* Required work
Each line in the data holding "dead" should be listed.

* Dataset

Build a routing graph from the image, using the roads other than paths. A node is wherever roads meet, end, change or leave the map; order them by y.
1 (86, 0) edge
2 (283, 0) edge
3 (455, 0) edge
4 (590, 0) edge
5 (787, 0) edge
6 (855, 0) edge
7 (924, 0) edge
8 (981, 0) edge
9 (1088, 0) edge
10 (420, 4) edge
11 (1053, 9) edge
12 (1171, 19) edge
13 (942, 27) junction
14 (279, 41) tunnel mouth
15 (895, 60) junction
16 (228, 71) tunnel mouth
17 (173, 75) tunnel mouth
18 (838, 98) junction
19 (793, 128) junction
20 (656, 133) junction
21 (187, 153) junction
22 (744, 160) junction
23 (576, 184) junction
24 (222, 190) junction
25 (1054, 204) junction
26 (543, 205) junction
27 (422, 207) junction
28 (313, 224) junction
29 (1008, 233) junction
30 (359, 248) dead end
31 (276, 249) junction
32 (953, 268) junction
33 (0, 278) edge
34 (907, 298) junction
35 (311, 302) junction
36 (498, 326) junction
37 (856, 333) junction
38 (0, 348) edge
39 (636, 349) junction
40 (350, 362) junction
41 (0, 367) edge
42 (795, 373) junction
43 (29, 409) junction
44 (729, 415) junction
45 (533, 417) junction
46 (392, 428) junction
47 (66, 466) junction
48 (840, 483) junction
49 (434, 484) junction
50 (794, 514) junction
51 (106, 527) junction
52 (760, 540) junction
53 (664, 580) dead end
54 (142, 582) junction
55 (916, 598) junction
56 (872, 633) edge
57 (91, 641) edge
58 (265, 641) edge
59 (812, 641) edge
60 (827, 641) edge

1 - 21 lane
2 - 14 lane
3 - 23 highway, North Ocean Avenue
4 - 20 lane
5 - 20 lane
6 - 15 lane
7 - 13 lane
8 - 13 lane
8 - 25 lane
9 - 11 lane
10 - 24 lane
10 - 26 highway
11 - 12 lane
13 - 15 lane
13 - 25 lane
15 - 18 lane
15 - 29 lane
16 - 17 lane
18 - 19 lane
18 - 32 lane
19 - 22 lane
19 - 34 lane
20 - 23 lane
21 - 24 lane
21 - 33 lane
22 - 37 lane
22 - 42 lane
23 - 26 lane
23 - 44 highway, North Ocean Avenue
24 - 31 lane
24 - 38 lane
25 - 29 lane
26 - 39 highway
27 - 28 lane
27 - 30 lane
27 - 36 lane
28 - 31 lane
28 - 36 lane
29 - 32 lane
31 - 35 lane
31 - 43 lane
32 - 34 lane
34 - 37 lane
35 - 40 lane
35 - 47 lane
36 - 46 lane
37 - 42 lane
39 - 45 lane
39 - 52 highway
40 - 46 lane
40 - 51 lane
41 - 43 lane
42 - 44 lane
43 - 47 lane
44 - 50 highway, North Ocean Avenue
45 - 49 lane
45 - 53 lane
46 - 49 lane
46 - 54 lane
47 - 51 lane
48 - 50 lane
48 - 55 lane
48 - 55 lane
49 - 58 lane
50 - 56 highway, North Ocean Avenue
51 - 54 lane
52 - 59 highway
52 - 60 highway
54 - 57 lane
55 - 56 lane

* Result
30 (359, 248) dead end
53 (664, 580) dead end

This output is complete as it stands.